Directions:
No record may be omitted; give all of them again exactly.

──────────────────────────────

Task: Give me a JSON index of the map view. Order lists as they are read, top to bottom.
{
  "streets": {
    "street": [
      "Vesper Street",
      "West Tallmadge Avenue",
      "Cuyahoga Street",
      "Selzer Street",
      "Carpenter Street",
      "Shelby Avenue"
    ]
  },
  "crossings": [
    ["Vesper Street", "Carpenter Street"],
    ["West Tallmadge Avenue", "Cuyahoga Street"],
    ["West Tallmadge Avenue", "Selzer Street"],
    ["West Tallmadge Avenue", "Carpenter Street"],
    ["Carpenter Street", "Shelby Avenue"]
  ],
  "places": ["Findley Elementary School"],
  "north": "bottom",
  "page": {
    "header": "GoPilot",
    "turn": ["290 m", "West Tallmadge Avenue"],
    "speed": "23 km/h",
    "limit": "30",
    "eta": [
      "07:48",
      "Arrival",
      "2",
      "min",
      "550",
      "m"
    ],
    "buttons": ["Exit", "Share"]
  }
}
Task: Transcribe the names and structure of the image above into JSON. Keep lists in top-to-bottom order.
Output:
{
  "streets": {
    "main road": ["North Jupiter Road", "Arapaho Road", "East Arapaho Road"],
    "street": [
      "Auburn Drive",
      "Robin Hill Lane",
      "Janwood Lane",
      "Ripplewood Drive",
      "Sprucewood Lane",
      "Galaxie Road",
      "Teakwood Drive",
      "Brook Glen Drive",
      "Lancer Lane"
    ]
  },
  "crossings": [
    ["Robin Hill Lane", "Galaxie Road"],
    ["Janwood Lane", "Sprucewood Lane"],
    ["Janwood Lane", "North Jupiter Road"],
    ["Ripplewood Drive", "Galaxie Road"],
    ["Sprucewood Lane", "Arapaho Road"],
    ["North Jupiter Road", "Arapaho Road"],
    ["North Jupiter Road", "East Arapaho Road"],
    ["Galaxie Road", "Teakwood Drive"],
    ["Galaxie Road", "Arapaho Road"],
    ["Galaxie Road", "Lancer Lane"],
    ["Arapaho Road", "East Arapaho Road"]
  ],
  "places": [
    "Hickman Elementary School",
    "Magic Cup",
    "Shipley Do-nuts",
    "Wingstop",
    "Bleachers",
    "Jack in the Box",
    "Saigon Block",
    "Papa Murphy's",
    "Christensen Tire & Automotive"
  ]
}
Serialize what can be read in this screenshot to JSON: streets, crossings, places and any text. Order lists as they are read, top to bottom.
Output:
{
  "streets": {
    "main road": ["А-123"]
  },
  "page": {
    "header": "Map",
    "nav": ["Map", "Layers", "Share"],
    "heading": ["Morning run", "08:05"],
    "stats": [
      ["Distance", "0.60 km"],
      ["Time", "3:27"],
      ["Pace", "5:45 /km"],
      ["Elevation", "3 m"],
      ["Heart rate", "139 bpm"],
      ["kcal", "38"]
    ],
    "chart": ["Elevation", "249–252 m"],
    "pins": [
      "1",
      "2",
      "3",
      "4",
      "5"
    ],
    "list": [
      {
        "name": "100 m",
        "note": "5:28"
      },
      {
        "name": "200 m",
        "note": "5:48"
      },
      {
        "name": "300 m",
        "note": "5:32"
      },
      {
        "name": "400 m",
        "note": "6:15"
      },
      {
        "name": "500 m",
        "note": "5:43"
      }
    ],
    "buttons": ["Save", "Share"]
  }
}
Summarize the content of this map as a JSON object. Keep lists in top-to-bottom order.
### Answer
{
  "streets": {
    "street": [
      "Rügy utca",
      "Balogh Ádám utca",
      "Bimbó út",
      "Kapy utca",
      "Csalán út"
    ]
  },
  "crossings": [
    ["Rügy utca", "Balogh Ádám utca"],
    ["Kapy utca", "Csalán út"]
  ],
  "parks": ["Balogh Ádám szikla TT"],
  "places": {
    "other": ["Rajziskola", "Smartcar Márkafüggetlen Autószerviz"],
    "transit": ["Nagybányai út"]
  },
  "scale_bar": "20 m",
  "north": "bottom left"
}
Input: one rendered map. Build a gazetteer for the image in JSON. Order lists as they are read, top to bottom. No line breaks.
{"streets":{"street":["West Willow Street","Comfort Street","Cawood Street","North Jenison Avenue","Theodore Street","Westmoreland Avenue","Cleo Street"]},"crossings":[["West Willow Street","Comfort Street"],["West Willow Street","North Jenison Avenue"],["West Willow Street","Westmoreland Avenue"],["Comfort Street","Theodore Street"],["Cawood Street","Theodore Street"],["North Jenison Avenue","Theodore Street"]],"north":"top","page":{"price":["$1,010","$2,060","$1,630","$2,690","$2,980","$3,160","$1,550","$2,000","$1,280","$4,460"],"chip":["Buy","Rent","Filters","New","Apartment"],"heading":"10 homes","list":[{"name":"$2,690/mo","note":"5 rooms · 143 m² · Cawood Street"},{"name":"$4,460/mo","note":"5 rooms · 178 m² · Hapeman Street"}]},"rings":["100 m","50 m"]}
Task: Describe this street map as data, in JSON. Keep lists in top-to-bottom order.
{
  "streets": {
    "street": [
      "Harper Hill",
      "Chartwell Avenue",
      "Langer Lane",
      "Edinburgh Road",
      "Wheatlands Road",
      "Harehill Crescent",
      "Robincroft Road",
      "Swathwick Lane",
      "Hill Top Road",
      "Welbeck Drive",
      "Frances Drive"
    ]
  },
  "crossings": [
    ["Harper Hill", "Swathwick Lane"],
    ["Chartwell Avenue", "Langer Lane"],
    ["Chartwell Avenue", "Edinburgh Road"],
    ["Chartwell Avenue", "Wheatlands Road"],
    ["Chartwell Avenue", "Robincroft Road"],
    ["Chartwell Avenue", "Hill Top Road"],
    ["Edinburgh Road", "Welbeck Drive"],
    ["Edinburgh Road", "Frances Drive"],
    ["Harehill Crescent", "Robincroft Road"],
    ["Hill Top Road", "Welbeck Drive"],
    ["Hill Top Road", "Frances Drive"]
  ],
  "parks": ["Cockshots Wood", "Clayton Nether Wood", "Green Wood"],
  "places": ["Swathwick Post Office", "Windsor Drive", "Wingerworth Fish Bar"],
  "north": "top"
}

──────────────────────────────

Written answer:
Task: Give me a JSON index of the map view. Order lists as they are read, top to bottom.
{
  "streets": {
    "street": [
      "Vesper Street",
      "West Tallmadge Avenue",
      "Cuyahoga Street",
      "Selzer Street",
      "Carpenter Street",
      "Shelby Avenue"
    ]
  },
  "crossings": [
    ["Vesper Street", "Carpenter Street"],
    ["West Tallmadge Avenue", "Cuyahoga Street"],
    ["West Tallmadge Avenue", "Selzer Street"],
    ["West Tallmadge Avenue", "Carpenter Street"],
    ["Carpenter Street", "Shelby Avenue"]
  ],
  "places": ["Findley Elementary School"],
  "north": "bottom",
  "page": {
    "header": "GoPilot",
    "turn": ["290 m", "West Tallmadge Avenue"],
    "speed": "23 km/h",
    "limit": "30",
    "eta": [
      "07:48",
      "Arrival",
      "2",
      "min",
      "550",
      "m"
    ],
    "buttons": ["Exit", "Share"]
  }
}
Task: Transcribe the names and structure of the image above into JSON. Keep lists in top-to-bottom order.
Output:
{
  "streets": {
    "main road": ["North Jupiter Road", "Arapaho Road", "East Arapaho Road"],
    "street": [
      "Auburn Drive",
      "Robin Hill Lane",
      "Janwood Lane",
      "Ripplewood Drive",
      "Sprucewood Lane",
      "Galaxie Road",
      "Teakwood Drive",
      "Brook Glen Drive",
      "Lancer Lane"
    ]
  },
  "crossings": [
    ["Robin Hill Lane", "Galaxie Road"],
    ["Janwood Lane", "Sprucewood Lane"],
    ["Janwood Lane", "North Jupiter Road"],
    ["Ripplewood Drive", "Galaxie Road"],
    ["Sprucewood Lane", "Arapaho Road"],
    ["North Jupiter Road", "Arapaho Road"],
    ["North Jupiter Road", "East Arapaho Road"],
    ["Galaxie Road", "Teakwood Drive"],
    ["Galaxie Road", "Arapaho Road"],
    ["Galaxie Road", "Lancer Lane"],
    ["Arapaho Road", "East Arapaho Road"]
  ],
  "places": [
    "Hickman Elementary School",
    "Magic Cup",
    "Shipley Do-nuts",
    "Wingstop",
    "Bleachers",
    "Jack in the Box",
    "Saigon Block",
    "Papa Murphy's",
    "Christensen Tire & Automotive"
  ]
}
Serialize what can be read in this screenshot to JSON: streets, crossings, places and any text. Order lists as they are read, top to bottom.
Output:
{
  "streets": {
    "main road": ["А-123"]
  },
  "page": {
    "header": "Map",
    "nav": ["Map", "Layers", "Share"],
    "heading": ["Morning run", "08:05"],
    "stats": [
      ["Distance", "0.60 km"],
      ["Time", "3:27"],
      ["Pace", "5:45 /km"],
      ["Elevation", "3 m"],
      ["Heart rate", "139 bpm"],
      ["kcal", "38"]
    ],
    "chart": ["Elevation", "249–252 m"],
    "pins": [
      "1",
      "2",
      "3",
      "4",
      "5"
    ],
    "list": [
      {
        "name": "100 m",
        "note": "5:28"
      },
      {
        "name": "200 m",
        "note": "5:48"
      },
      {
        "name": "300 m",
        "note": "5:32"
      },
      {
        "name": "400 m",
        "note": "6:15"
      },
      {
        "name": "500 m",
        "note": "5:43"
      }
    ],
    "buttons": ["Save", "Share"]
  }
}
Summarize the content of this map as a JSON object. Keep lists in top-to-bottom order.
### Answer
{
  "streets": {
    "street": [
      "Rügy utca",
      "Balogh Ádám utca",
      "Bimbó út",
      "Kapy utca",
      "Csalán út"
    ]
  },
  "crossings": [
    ["Rügy utca", "Balogh Ádám utca"],
    ["Kapy utca", "Csalán út"]
  ],
  "parks": ["Balogh Ádám szikla TT"],
  "places": {
    "other": ["Rajziskola", "Smartcar Márkafüggetlen Autószerviz"],
    "transit": ["Nagybányai út"]
  },
  "scale_bar": "20 m",
  "north": "bottom left"
}
Input: one rendered map. Build a gazetteer for the image in JSON. Order lists as they are read, top to bottom. No line breaks.
{"streets":{"street":["West Willow Street","Comfort Street","Cawood Street","North Jenison Avenue","Theodore Street","Westmoreland Avenue","Cleo Street"]},"crossings":[["West Willow Street","Comfort Street"],["West Willow Street","North Jenison Avenue"],["West Willow Street","Westmoreland Avenue"],["Comfort Street","Theodore Street"],["Cawood Street","Theodore Street"],["North Jenison Avenue","Theodore Street"]],"north":"top","page":{"price":["$1,010","$2,060","$1,630","$2,690","$2,980","$3,160","$1,550","$2,000","$1,280","$4,460"],"chip":["Buy","Rent","Filters","New","Apartment"],"heading":"10 homes","list":[{"name":"$2,690/mo","note":"5 rooms · 143 m² · Cawood Street"},{"name":"$4,460/mo","note":"5 rooms · 178 m² · Hapeman Street"}]},"rings":["100 m","50 m"]}
Task: Describe this street map as data, in JSON. Keep lists in top-to-bottom order.
{
  "streets": {
    "street": [
      "Harper Hill",
      "Chartwell Avenue",
      "Langer Lane",
      "Edinburgh Road",
      "Wheatlands Road",
      "Harehill Crescent",
      "Robincroft Road",
      "Swathwick Lane",
      "Hill Top Road",
      "Welbeck Drive",
      "Frances Drive"
    ]
  },
  "crossings": [
    ["Harper Hill", "Swathwick Lane"],
    ["Chartwell Avenue", "Langer Lane"],
    ["Chartwell Avenue", "Edinburgh Road"],
    ["Chartwell Avenue", "Wheatlands Road"],
    ["Chartwell Avenue", "Robincroft Road"],
    ["Chartwell Avenue", "Hill Top Road"],
    ["Edinburgh Road", "Welbeck Drive"],
    ["Edinburgh Road", "Frances Drive"],
    ["Harehill Crescent", "Robincroft Road"],
    ["Hill Top Road", "Welbeck Drive"],
    ["Hill Top Road", "Frances Drive"]
  ],
  "parks": ["Cockshots Wood", "Clayton Nether Wood", "Green Wood"],
  "places": ["Swathwick Post Office", "Windsor Drive", "Wingerworth Fish Bar"],
  "north": "top"
}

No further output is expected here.